Now Professor George Efstathiou of the University of Cambridge, a member of the 27-strong galaxy survey team, has come up with a completely different line of evidence that supports the supernovae finding.

He and his colleagues looked at the clustering pattern of 220,000 galaxies in a large volume of the universe surveyed with the Anglo-Australian Telescope at Siding Spring Observatory in New South Wales, Australia. This pattern represents the 'structure' in the Universe now, some 15 billion years after the Big Bang.

The researchers then compared this structure with the clumpiness in the cosmic microwave background radiation, which shows the structure the Universe had when it was only 150,000 years old.
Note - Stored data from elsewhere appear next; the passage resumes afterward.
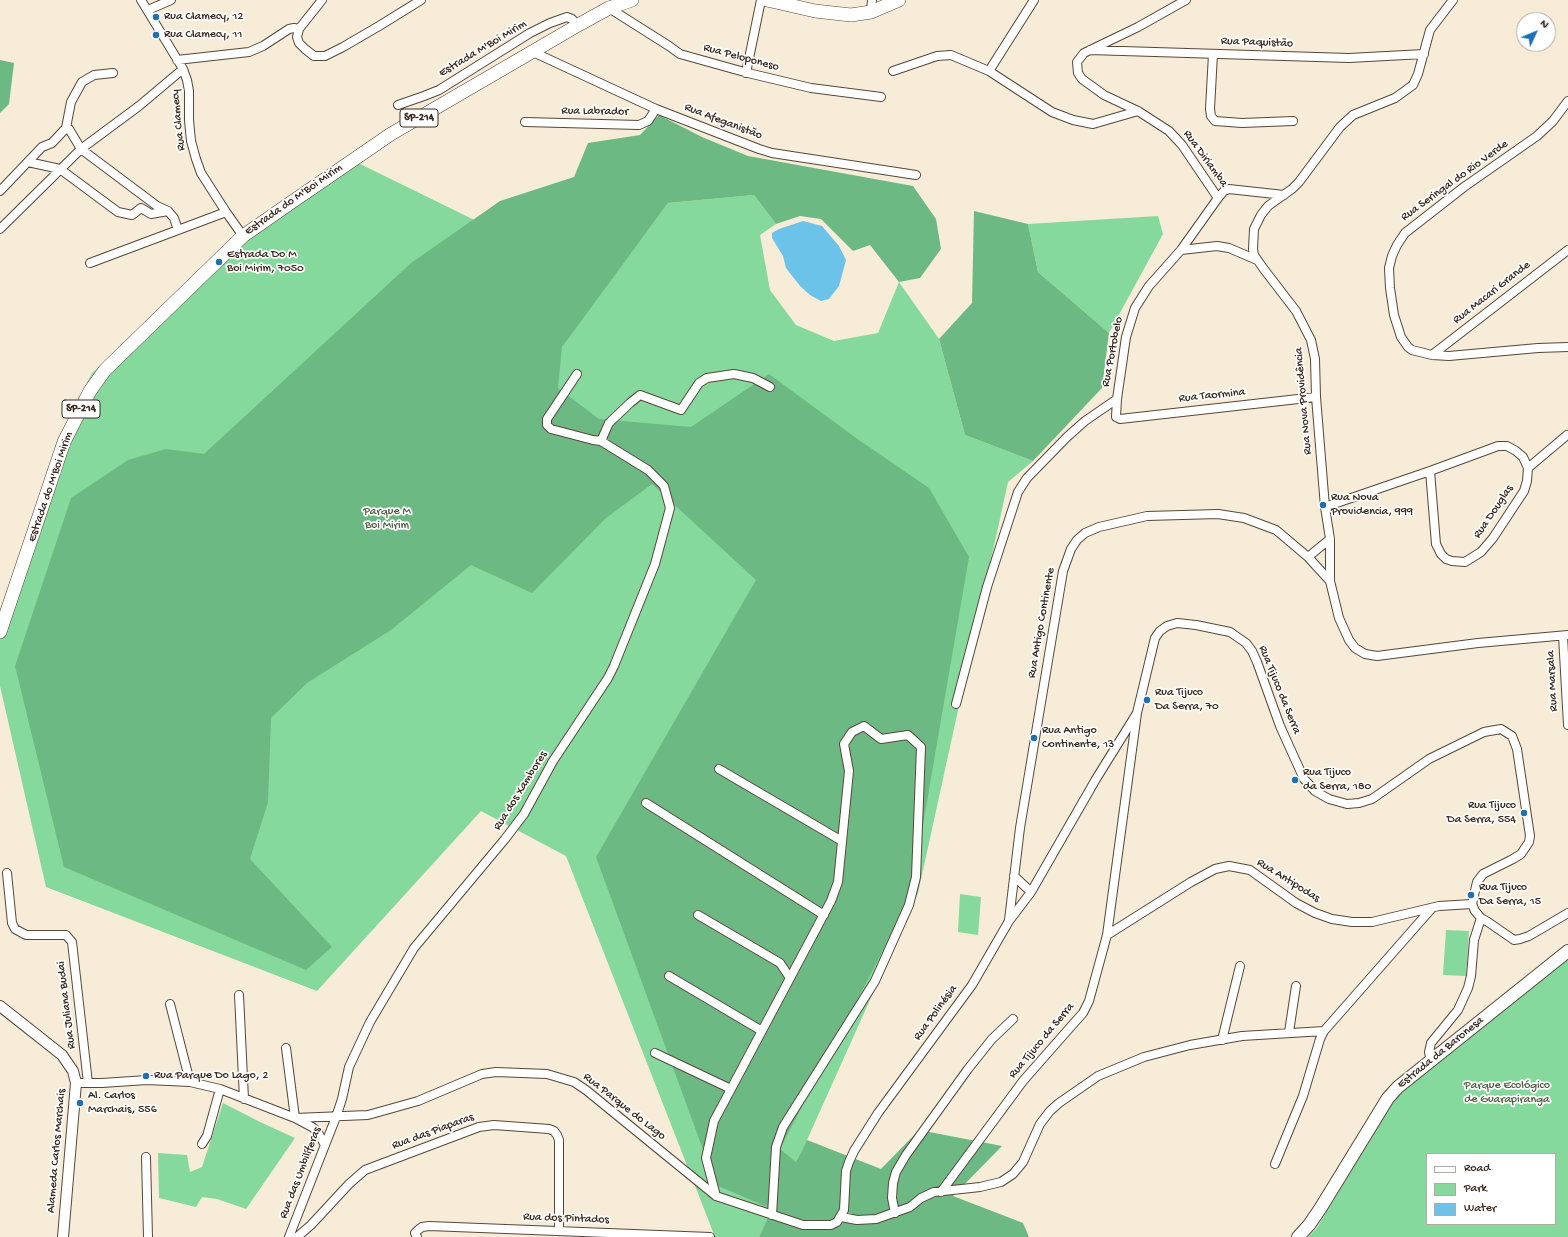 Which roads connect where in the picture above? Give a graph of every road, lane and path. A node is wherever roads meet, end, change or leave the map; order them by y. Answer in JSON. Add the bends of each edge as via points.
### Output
{"nodes":[{"id":1,"x":141,"y":0,"type":"edge"},
{"id":2,"x":171,"y":0,"type":"edge"},
{"id":3,"x":322,"y":0,"type":"edge"},
{"id":4,"x":421,"y":0,"type":"edge"},
{"id":5,"x":632,"y":0,"type":"edge"},
{"id":6,"x":761,"y":0,"type":"edge"},
{"id":7,"x":767,"y":0,"type":"edge"},
{"id":8,"x":899,"y":0,"type":"edge"},
{"id":9,"x":1034,"y":0,"type":"edge"},
{"id":10,"x":1186,"y":0,"type":"edge"},
{"id":11,"x":1453,"y":0,"type":"edge"},
{"id":12,"x":872,"y":6,"type":"edge"},
{"id":13,"x":609,"y":8,"type":"junction"},
{"id":14,"x":148,"y":10,"type":"junction"},
{"id":15,"x":578,"y":26,"type":"junction"},
{"id":16,"x":299,"y":28,"type":"junction"},
{"id":17,"x":1089,"y":50,"type":"junction"},
{"id":18,"x":533,"y":52,"type":"junction"},
{"id":19,"x":1213,"y":54,"type":"junction"},
{"id":20,"x":1424,"y":54,"type":"junction"},
{"id":21,"x":177,"y":60,"type":"junction"},
{"id":22,"x":182,"y":69,"type":"junction"},
{"id":23,"x":893,"y":71,"type":"dead end"},
{"id":24,"x":989,"y":71,"type":"junction"},
{"id":25,"x":113,"y":73,"type":"dead end"},
{"id":26,"x":746,"y":73,"type":"junction"},
{"id":27,"x":881,"y":97,"type":"dead end"},
{"id":28,"x":1568,"y":101,"type":"edge"},
{"id":29,"x":398,"y":105,"type":"dead end"},
{"id":30,"x":656,"y":109,"type":"junction"},
{"id":31,"x":1138,"y":111,"type":"junction"},
{"id":32,"x":1293,"y":121,"type":"dead end"},
{"id":33,"x":525,"y":122,"type":"dead end"},
{"id":34,"x":66,"y":128,"type":"junction"},
{"id":35,"x":80,"y":149,"type":"junction"},
{"id":36,"x":28,"y":162,"type":"junction"},
{"id":37,"x":60,"y":169,"type":"junction"},
{"id":38,"x":916,"y":176,"type":"dead end"},
{"id":39,"x":0,"y":191,"type":"edge"},
{"id":40,"x":1284,"y":195,"type":"junction"},
{"id":41,"x":1218,"y":198,"type":"junction"},
{"id":42,"x":168,"y":211,"type":"junction"},
{"id":43,"x":226,"y":212,"type":"junction"},
{"id":44,"x":0,"y":229,"type":"edge"},
{"id":45,"x":178,"y":230,"type":"junction"},
{"id":46,"x":243,"y":236,"type":"junction"},
{"id":47,"x":1181,"y":250,"type":"junction"},
{"id":48,"x":1568,"y":250,"type":"edge"},
{"id":49,"x":1258,"y":260,"type":"junction"},
{"id":50,"x":90,"y":263,"type":"dead end"},
{"id":51,"x":1568,"y":347,"type":"edge"},
{"id":52,"x":1432,"y":355,"type":"junction"},
{"id":53,"x":577,"y":374,"type":"dead end"},
{"id":54,"x":770,"y":386,"type":"dead end"},
{"id":55,"x":1316,"y":397,"type":"junction"},
{"id":56,"x":1117,"y":400,"type":"junction"},
{"id":57,"x":1116,"y":412,"type":"joint"},
{"id":58,"x":1567,"y":434,"type":"edge"},
{"id":59,"x":601,"y":441,"type":"junction"},
{"id":60,"x":1528,"y":468,"type":"junction"},
{"id":61,"x":1430,"y":471,"type":"junction"},
{"id":62,"x":1325,"y":507,"type":"junction"},
{"id":63,"x":1330,"y":539,"type":"junction"},
{"id":64,"x":1308,"y":557,"type":"junction"},
{"id":65,"x":1330,"y":581,"type":"junction"},
{"id":66,"x":0,"y":632,"type":"edge"},
{"id":67,"x":1565,"y":636,"type":"edge"},
{"id":68,"x":956,"y":704,"type":"dead end"},
{"id":69,"x":1137,"y":714,"type":"junction"},
{"id":70,"x":1568,"y":725,"type":"edge"},
{"id":71,"x":719,"y":770,"type":"dead end"},
{"id":72,"x":646,"y":804,"type":"dead end"},
{"id":73,"x":842,"y":841,"type":"junction"},
{"id":74,"x":7,"y":873,"type":"dead end"},
{"id":75,"x":1014,"y":876,"type":"junction"},
{"id":76,"x":1031,"y":892,"type":"junction"},
{"id":77,"x":1472,"y":904,"type":"junction"},
{"id":78,"x":1432,"y":908,"type":"junction"},
{"id":79,"x":1568,"y":913,"type":"edge"},
{"id":80,"x":698,"y":915,"type":"dead end"},
{"id":81,"x":824,"y":915,"type":"junction"},
{"id":82,"x":1481,"y":918,"type":"junction"},
{"id":83,"x":1009,"y":921,"type":"junction"},
{"id":84,"x":1107,"y":935,"type":"junction"},
{"id":85,"x":1568,"y":951,"type":"edge"},
{"id":86,"x":1240,"y":966,"type":"dead end"},
{"id":87,"x":669,"y":976,"type":"dead end"},
{"id":88,"x":790,"y":978,"type":"junction"},
{"id":89,"x":1296,"y":986,"type":"dead end"},
{"id":90,"x":239,"y":995,"type":"dead end"},
{"id":91,"x":170,"y":1004,"type":"dead end"},
{"id":92,"x":0,"y":1006,"type":"edge"},
{"id":93,"x":1013,"y":1019,"type":"dead end"},
{"id":94,"x":762,"y":1031,"type":"junction"},
{"id":95,"x":1324,"y":1031,"type":"junction"},
{"id":96,"x":1289,"y":1032,"type":"junction"},
{"id":97,"x":1222,"y":1040,"type":"junction"},
{"id":98,"x":286,"y":1048,"type":"dead end"},
{"id":99,"x":655,"y":1053,"type":"dead end"},
{"id":100,"x":1431,"y":1062,"type":"junction"},
{"id":101,"x":190,"y":1082,"type":"junction"},
{"id":102,"x":76,"y":1083,"type":"junction"},
{"id":103,"x":88,"y":1083,"type":"junction"},
{"id":104,"x":220,"y":1089,"type":"junction"},
{"id":105,"x":731,"y":1089,"type":"junction"},
{"id":106,"x":244,"y":1099,"type":"junction"},
{"id":107,"x":336,"y":1117,"type":"junction"},
{"id":108,"x":295,"y":1118,"type":"junction"},
{"id":109,"x":202,"y":1144,"type":"dead end"},
{"id":110,"x":325,"y":1145,"type":"junction"},
{"id":111,"x":146,"y":1157,"type":"dead end"},
{"id":112,"x":1275,"y":1164,"type":"dead end"},
{"id":113,"x":941,"y":1192,"type":"junction"},
{"id":114,"x":716,"y":1196,"type":"junction"},
{"id":115,"x":895,"y":1213,"type":"junction"},
{"id":116,"x":772,"y":1215,"type":"junction"},
{"id":117,"x":841,"y":1217,"type":"junction"},
{"id":118,"x":560,"y":1230,"type":"junction"},
{"id":119,"x":63,"y":1237,"type":"edge"},
{"id":120,"x":148,"y":1237,"type":"edge"},
{"id":121,"x":288,"y":1237,"type":"edge"},
{"id":122,"x":297,"y":1237,"type":"edge"},
{"id":123,"x":417,"y":1237,"type":"edge"},
{"id":124,"x":710,"y":1237,"type":"edge"},
{"id":125,"x":1298,"y":1237,"type":"edge"}],
"edges":[{"from":1,"to":14,"type":"street","name":"Rua Clamecy"},
{"from":2,"to":14,"type":"street"},
{"from":3,"to":16,"type":"street"},
{"from":4,"to":16,"type":"street","via":[[325,56],[314,56],[297,40]]},
{"from":5,"to":13,"type":"main road","name":"Estrada do M'Boi Mirim","number":"SP-214"},
{"from":6,"to":26,"type":"street"},
{"from":7,"to":12,"type":"main road","via":[[815,11],[851,15]]},
{"from":8,"to":12,"type":"main road"},
{"from":9,"to":24,"type":"street"},
{"from":10,"to":17,"type":"street","via":[[1138,27]]},
{"from":11,"to":20,"type":"street","name":"Rua Nova Providência","via":[[1430,30]]},
{"from":13,"to":15,"type":"main road","name":"Estrada do M'Boi Mirim","number":"SP-214"},
{"from":13,"to":26,"type":"street","name":"Rua Peloponeso","via":[[680,54]]},
{"from":14,"to":21,"type":"street","name":"Rua Clamecy"},
{"from":15,"to":18,"type":"main road","name":"Estrada do M'Boi Mirim","number":"SP-214"},
{"from":15,"to":29,"type":"street","name":"Estrada M'Boi Mirim","via":[[567,17],[550,23],[439,90]]},
{"from":16,"to":21,"type":"street","via":[[289,30],[249,52]]},
{"from":17,"to":19,"type":"street","name":"Rua Paquistão"},
{"from":17,"to":31,"type":"street","name":"Rua Diriamba","via":[[1076,62],[1082,79],[1104,95]]},
{"from":18,"to":30,"type":"street","name":"Rua Afeganistão"},
{"from":18,"to":46,"type":"main road","name":"Estrada do M'Boi Mirim","number":"SP-214","via":[[366,150]]},
{"from":19,"to":20,"type":"street","name":"Rua Paquistão","via":[[1349,58]]},
{"from":19,"to":32,"type":"street","via":[[1210,109],[1215,121]]},
{"from":20,"to":40,"type":"street","name":"Rua Nova Providência","via":[[1413,85],[1395,98],[1353,116],[1340,127],[1299,182]]},
{"from":21,"to":22,"type":"street","name":"Rua Clamecy"},
{"from":22,"to":35,"type":"street","via":[[139,106]]},
{"from":22,"to":43,"type":"street","name":"Rua Clamecy","via":[[189,91],[190,127],[196,159],[201,173]]},
{"from":23,"to":24,"type":"street","via":[[937,56],[951,54]]},
{"from":24,"to":31,"type":"street","via":[[1052,112],[1073,120],[1093,124]]},
{"from":25,"to":34,"type":"street","via":[[94,75],[82,82],[71,102]]},
{"from":26,"to":27,"type":"street","name":"Rua Peloponeso","via":[[811,88]]},
{"from":28,"to":52,"type":"street","name":"Rua Seringal do Rio Verde","via":[[1553,121],[1537,136],[1418,222],[1397,244],[1389,268],[1394,315],[1401,337],[1408,347]]},
{"from":30,"to":33,"type":"street","name":"Rua Labrador","via":[[648,121],[639,125]]},
{"from":30,"to":38,"type":"street","name":"Rua Afeganistão","via":[[772,154]]},
{"from":31,"to":41,"type":"street","name":"Rua Diriamba","via":[[1169,131],[1182,145]]},
{"from":34,"to":35,"type":"street"},
{"from":34,"to":36,"type":"street"},
{"from":35,"to":37,"type":"street"},
{"from":35,"to":42,"type":"street"},
{"from":36,"to":37,"type":"street"},
{"from":36,"to":39,"type":"street"},
{"from":37,"to":42,"type":"street","via":[[118,212],[132,215],[141,208],[151,214]]},
{"from":37,"to":44,"type":"street"},
{"from":40,"to":41,"type":"street","name":"Rua Diriamba","via":[[1229,189]]},
{"from":40,"to":49,"type":"street","name":"Rua Nova Providência","via":[[1268,206],[1254,229],[1253,249]]},
{"from":41,"to":47,"type":"street","name":"Rua Portobelo"},
{"from":42,"to":45,"type":"street","via":[[174,218]]},
{"from":43,"to":45,"type":"street"},
{"from":43,"to":46,"type":"street","name":"Rua Clamecy"},
{"from":45,"to":50,"type":"street"},
{"from":46,"to":66,"type":"main road","name":"Estrada do M'Boi Mirim","number":"SP-214","via":[[105,370],[90,391],[64,442]]},
{"from":47,"to":49,"type":"street","via":[[1217,246]]},
{"from":47,"to":56,"type":"street","name":"Rua Portobelo","via":[[1149,286],[1135,308],[1126,337]]},
{"from":48,"to":52,"type":"street","name":"Rua Macari Grande"},
{"from":49,"to":55,"type":"street","name":"Rua Nova Providência","via":[[1296,311],[1309,334],[1315,359]]},
{"from":51,"to":52,"type":"street","name":"Rua Seringal do Rio Verde"},
{"from":53,"to":59,"type":"street","via":[[547,419],[547,425],[551,429]]},
{"from":54,"to":59,"type":"street","via":[[734,374],[707,378],[699,383],[681,410],[640,396],[609,423]]},
{"from":55,"to":57,"type":"street","name":"Rua Taormina","via":[[1120,419]]},
{"from":55,"to":62,"type":"street","name":"Rua Nova Providência"},
{"from":56,"to":57,"type":"street","name":"Rua Portobelo"},
{"from":56,"to":68,"type":"street","via":[[1085,421],[1067,437],[1027,478],[1018,492],[987,588]]},
{"from":58,"to":60,"type":"street"},
{"from":59,"to":107,"type":"street","name":"Rua dos Xambores","via":[[648,470],[664,486],[670,508],[652,574],[608,678],[553,761],[515,826],[414,948],[370,1022],[349,1067]]},
{"from":60,"to":61,"type":"street","via":[[1523,457],[1516,451],[1507,446],[1498,446]]},
{"from":60,"to":61,"type":"street","name":"Rua Douglas","via":[[1524,491],[1493,538],[1481,552],[1465,562],[1446,559],[1436,544]]},
{"from":61,"to":62,"type":"street"},
{"from":62,"to":63,"type":"street","name":"Rua Nova Providência"},
{"from":63,"to":64,"type":"street"},
{"from":63,"to":65,"type":"street","name":"Rua Nova Providência"},
{"from":64,"to":65,"type":"street","name":"Rua Antigo Continente"},
{"from":64,"to":75,"type":"street","name":"Rua Antigo Continente","via":[[1276,530],[1244,518],[1218,514],[1148,516],[1098,527],[1077,540],[1063,571],[1035,732]]},
{"from":65,"to":67,"type":"street","name":"Rua Nova Providência","via":[[1344,632],[1355,648],[1365,654],[1377,656],[1478,643]]},
{"from":67,"to":70,"type":"street","name":"Rua Marsala"},
{"from":69,"to":76,"type":"street","name":"Rua Polinésia"},
{"from":69,"to":77,"type":"street","name":"Rua Tijuco da Serra","via":[[1155,638],[1167,626],[1177,623],[1230,632],[1246,643],[1257,662],[1280,726],[1304,779],[1315,791],[1329,800],[1347,804],[1372,799],[1429,760],[1484,732],[1493,729],[1506,730],[1516,743],[1529,842],[1521,854],[1483,874],[1477,882]]},
{"from":69,"to":84,"type":"street","name":"Rua Tijuco da Serra"},
{"from":71,"to":73,"type":"street"},
{"from":72,"to":81,"type":"street"},
{"from":73,"to":81,"type":"street","via":[[838,882]]},
{"from":73,"to":116,"type":"street","via":[[849,771],[844,744],[852,732],[864,726],[881,739],[908,735],[921,747],[916,877],[909,905],[875,981],[783,1127],[776,1147]]},
{"from":74,"to":103,"type":"street","name":"Rua Juliana Budai","via":[[15,929],[26,935],[66,935],[72,942]]},
{"from":75,"to":76,"type":"street"},
{"from":75,"to":83,"type":"street","name":"Rua Antigo Continente"},
{"from":76,"to":83,"type":"street","name":"Rua Polinésia"},
{"from":77,"to":78,"type":"street","name":"Rua Antipodas"},
{"from":77,"to":82,"type":"street"},
{"from":78,"to":84,"type":"street","name":"Rua Antipodas","via":[[1372,922],[1332,919],[1296,903],[1250,870],[1229,866],[1215,869],[1191,882]]},
{"from":78,"to":95,"type":"street"},
{"from":79,"to":82,"type":"street","via":[[1518,940]]},
{"from":80,"to":88,"type":"street","via":[[780,963]]},
{"from":81,"to":88,"type":"street"},
{"from":82,"to":100,"type":"street","via":[[1474,940],[1468,988],[1458,1010],[1431,1043]]},
{"from":83,"to":117,"type":"street","name":"Rua Polinésia","via":[[972,985],[878,1113],[854,1151],[846,1171],[844,1210]]},
{"from":84,"to":113,"type":"street","name":"Rua Tijuco da Serra","via":[[1096,980],[1083,1013],[1023,1081]]},
{"from":85,"to":100,"type":"main road","name":"Estrada da Baronesa"},
{"from":86,"to":97,"type":"street"},
{"from":87,"to":94,"type":"street"},
{"from":88,"to":94,"type":"street"},
{"from":89,"to":96,"type":"street"},
{"from":90,"to":106,"type":"street"},
{"from":91,"to":101,"type":"street"},
{"from":92,"to":102,"type":"street","name":"Alameda Carlos Marchais","via":[[62,1055],[73,1071]]},
{"from":93,"to":115,"type":"street","via":[[992,1039],[968,1069],[906,1155],[893,1183]]},
{"from":94,"to":105,"type":"street"},
{"from":95,"to":96,"type":"street"},
{"from":95,"to":112,"type":"street","via":[[1303,1096]]},
{"from":96,"to":97,"type":"street"},
{"from":97,"to":113,"type":"street","via":[[1144,1057],[1098,1076],[1050,1111],[1040,1124],[1023,1162],[1013,1174],[1001,1182]]},
{"from":98,"to":108,"type":"street"},
{"from":99,"to":105,"type":"street"},
{"from":100,"to":125,"type":"main road","name":"Estrada da Baronesa","via":[[1398,1087],[1388,1098],[1320,1209]]},
{"from":101,"to":103,"type":"street","name":"Rua Parque do Lago","via":[[147,1080]]},
{"from":101,"to":104,"type":"street","name":"Rua Parque do Lago"},
{"from":102,"to":103,"type":"street","name":"Rua Parque do Lago"},
{"from":102,"to":119,"type":"street","name":"Alameda Carlos Marchais"},
{"from":104,"to":106,"type":"street","name":"Rua Parque do Lago"},
{"from":104,"to":109,"type":"street","via":[[207,1136]]},
{"from":105,"to":114,"type":"street","via":[[714,1121],[706,1158]]},
{"from":106,"to":108,"type":"street","name":"Rua Parque do Lago"},
{"from":107,"to":108,"type":"street","name":"Rua Parque do Lago"},
{"from":107,"to":110,"type":"street","name":"Rua das Umbilíferas"},
{"from":107,"to":114,"type":"street","name":"Rua Parque do Lago","via":[[368,1115],[402,1106],[482,1074],[547,1074],[574,1082],[586,1090]]},
{"from":108,"to":110,"type":"street","name":"Rua Parque do Lago","via":[[317,1131]]},
{"from":110,"to":121,"type":"street","name":"Rua das Umbilíferas"},
{"from":111,"to":120,"type":"street"},
{"from":113,"to":115,"type":"street","via":[[934,1192]]},
{"from":114,"to":116,"type":"street"},
{"from":115,"to":117,"type":"street","via":[[863,1220]]},
{"from":116,"to":117,"type":"street","via":[[803,1225],[826,1226],[837,1222]]},
{"from":118,"to":122,"type":"street","name":"Rua das Piaparas","via":[[557,1135],[549,1128],[494,1125],[479,1127],[366,1170]]},
{"from":118,"to":123,"type":"street","name":"Rua dos Pintados","via":[[429,1226],[422,1227],[415,1233]]},
{"from":118,"to":124,"type":"street","name":"Rua dos Pintados"}]}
"By looking at how the early structure evolves into the structure we see today, we can calculate the cosmological constant," Dr Colless said.

"It seems that Einstein did not made a blunder after all ­ dark energy appears to exist and to dominate over more conventional types of matter," said Professor Efstathiou. "An explanation of the dark energy may involve String Theory, extra dimensions or even what happened before the Big Bang. At present nobody knows. The ball is now firmly in the theorists' court."

Designed and built by the Anglo-Australian Observatory, the 2dF (two-degree field) instrument is one of the world's most complex astronomical instruments, able to capture 400 spectra simultaneously. A robot arm positions up to 400 optical fibres on a field plate, each to within an accuracy of 20 micrometres. Light from up to 400 objects is collected and fed into two spectrographs for analysis. The expansion of the Universe shifts galaxy spectra to longer wavelengths. By measuring this 'redshift' in a galaxy's spectrum, the galaxy's distance can be determined.

The 2dF survey covers a total area of about 2 000 square degrees, selected from both northern and southern skies.


The 2dF Galaxy Redshift Survey has been made possible by the dedicated efforts of the staff of the Anglo-Australian Observatory, both in creating the 2dF instrument and in supporting it on the telescope. The Anglo-Australian Observatory is funded by the Australian government (through DEST) and the UK government (through PPARC). 


Prof. George Efstathiou
Institute of Astronomy, University of Cambridge,
Madingley Road, Cambridge CB3 0HA
Tel: (work): (+44) (0)1223-337530 (home): (+44)(0)1223-574001 (mobile):
 07900 491495

Dr Matthew Colless
Research School of Astronomy and Astrophysics, Australian National University
Tel: (work) +61-(0)2-6125-8030 (home): +61-(0)2-6288-7835

Dr Brian Schmidt (leader of one of the supernovae teams)
Research School of Astronomy and Astrophysics, Australian National University
Tel: (work): +61-(0)2-6125-8042 (home): +61-(0)2-6238-3365 (mobile): 0408-383-365


 1. The paper reported here is published in the Monthly Notices of the Royal Astronomical Society, Volume 330, No. 2, 21 February 2002.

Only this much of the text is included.